C. Unsupervised multiblock analysis
Source:vignettes/vignette_C_unsupervised.Rmd
vignette_C_unsupervised.Rmd
# Start the multiblock R package
library(multiblock)
#> Registered S3 method overwritten by 'plsVarSel':
#> method from
#> print.mvrVal pls
#> Registered S3 methods overwritten by 'multiblock':
#> method from
#> print.multiblock ade4
#> summary.multiblock ade4
#>
#> Attaching package: 'multiblock'
#> The following object is masked from 'package:stats':
#>
#> loadings
Unsupervised methods
The following unsupervised methods are available in the multiblock package (function names in parentheses):
- SCA - Simultaneous Component Analysis (sca)
- GCA - Generalised Canonical Analysis (gca)
- GPA - Generalised Procrustes Analysis (gpa)
- MFA - Multiple Factor Analysis (mfa)
- PCA-GCA (pcagca)
- DISCO - Distinct and Common Components with SCA (disco)
- HPCA - Hierarchical Principal component analysis (hpca)
- MCOA - Multiple Co-Inertia Analysis (mcoa)
- JIVE - Joint and Individual Variation Explained (jive)
- STATIS - Structuration des Tableaux à Trois Indices de la Statistique (statis)
- HOGSVD - Higher Order Generalized SVD (hogsvd)
The following sections will describe how to format your data for analysis and invoke all methods from the list above.
Formatting data for multiblock data analysis
Data blocks are best stored as named lists for use with unsupervised methods in this package. If also column names and row names are used for all blocks, these can be used for easy labelling in plots supplied by the pls package. See examples below for illustrations of this.
# Load potato data
data(potato)
class(potato)
#> [1] "data.frame"
# data.frames can contain matrices as variables,
# thus becoming object linked lists of blocks.
str(potato[1:3])
#> 'data.frame': 26 obs. of 3 variables:
#> $ Chemical : 'AsIs' num [1:26, 1:14] 3.21 3.26 5.18 3.75 2.92 ...
#> ..- attr(*, "dimnames")=List of 2
#> .. ..$ : chr [1:26] "1" "2" "3" "4" ...
#> .. ..$ : chr [1:14] "PEU" "Sta." "TotN" "Phy." ...
#> $ Compression: 'AsIs' num [1:26, 1:12] 2.23 1.21 1.63 2.68 2.85 ...
#> ..- attr(*, "dimnames")=List of 2
#> .. ..$ : chr [1:26] "1" "2" "3" "4" ...
#> .. ..$ : chr [1:12] "FW20" "BW20" "ST20" "SH20" ...
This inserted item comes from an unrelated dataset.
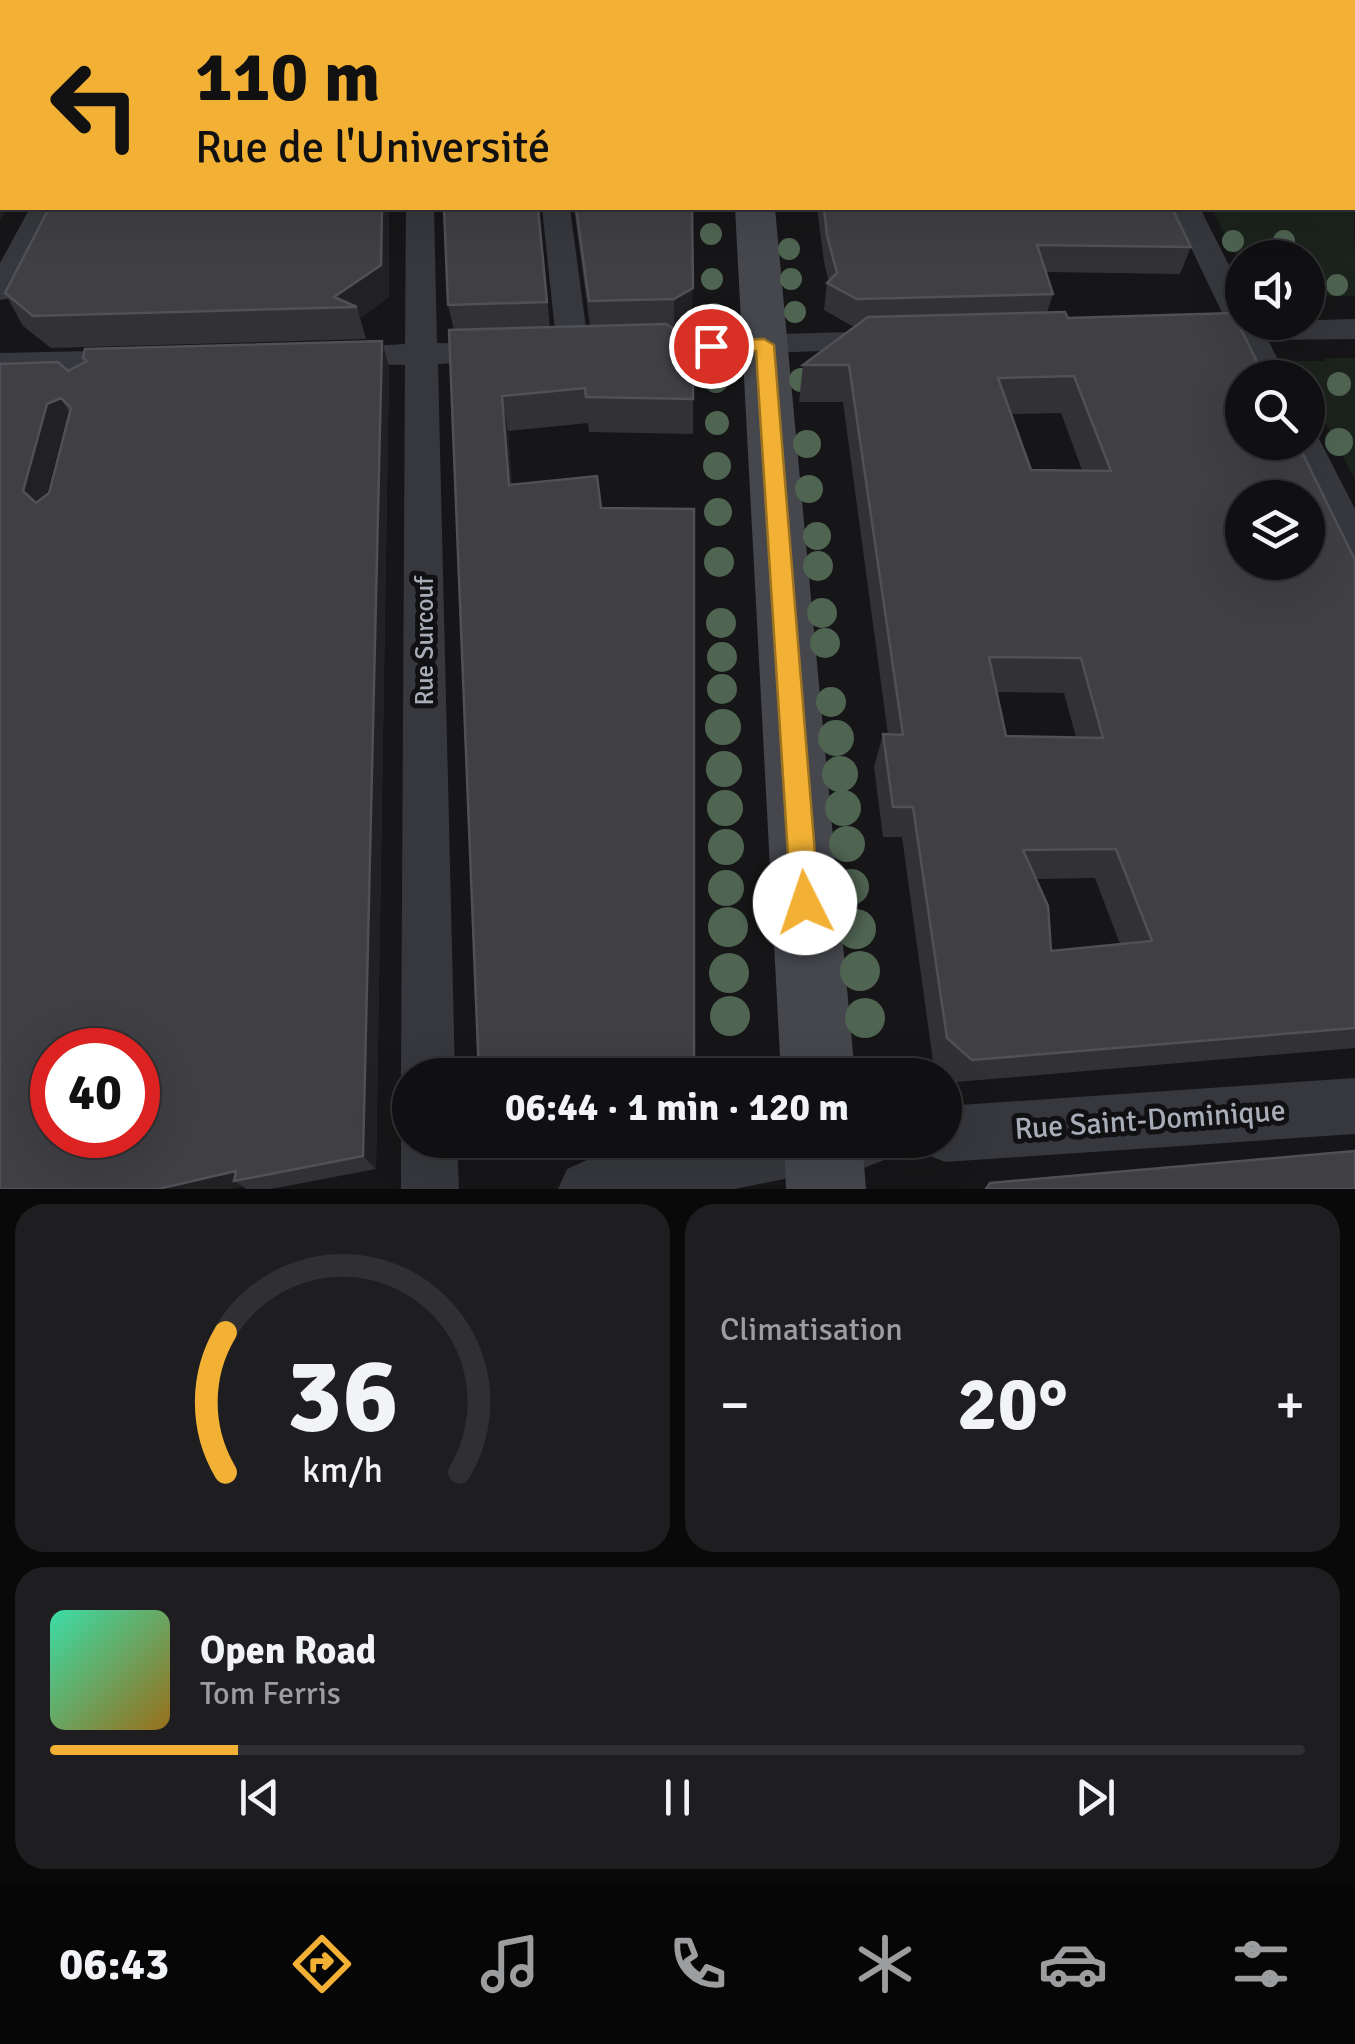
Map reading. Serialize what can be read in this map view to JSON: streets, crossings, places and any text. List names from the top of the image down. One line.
{"streets":{"street":["Rue Surcouf","Rue Saint-Dominique"]},"page":{"turn":["110 m","Rue de l'Université"],"limit":"40","trip":"06:44 · 1 min · 120 m","tile":"Climatisation","heat":["−","20°","+"],"song":["Open Road","Tom Ferris"],"tabs":"06:43","gauge":["36","km/h"]}}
#> $ NIRraw : 'AsIs' num [1:26, 1:1050] -0.831 -0.807 -0.836 -0.78 -0.769 ...
#> ..- attr(*, "dimnames")=List of 2
#> .. ..$ : chr [1:26] "1" "2" "3" "4" ...
#> .. ..$ : chr [1:1050] "400" "402" "404" "406" ...
# Explicit conversion to a list
potList <- as.list(potato[1:3])
str(potList)
#> List of 3
#> $ Chemical : 'AsIs' num [1:26, 1:14] 3.21 3.26 5.18 3.75 2.92 ...
#> ..- attr(*, "dimnames")=List of 2
#> .. ..$ : chr [1:26] "1" "2" "3" "4" ...
#> .. ..$ : chr [1:14] "PEU" "Sta." "TotN" "Phy." ...
#> $ Compression: 'AsIs' num [1:26, 1:12] 2.23 1.21 1.63 2.68 2.85 ...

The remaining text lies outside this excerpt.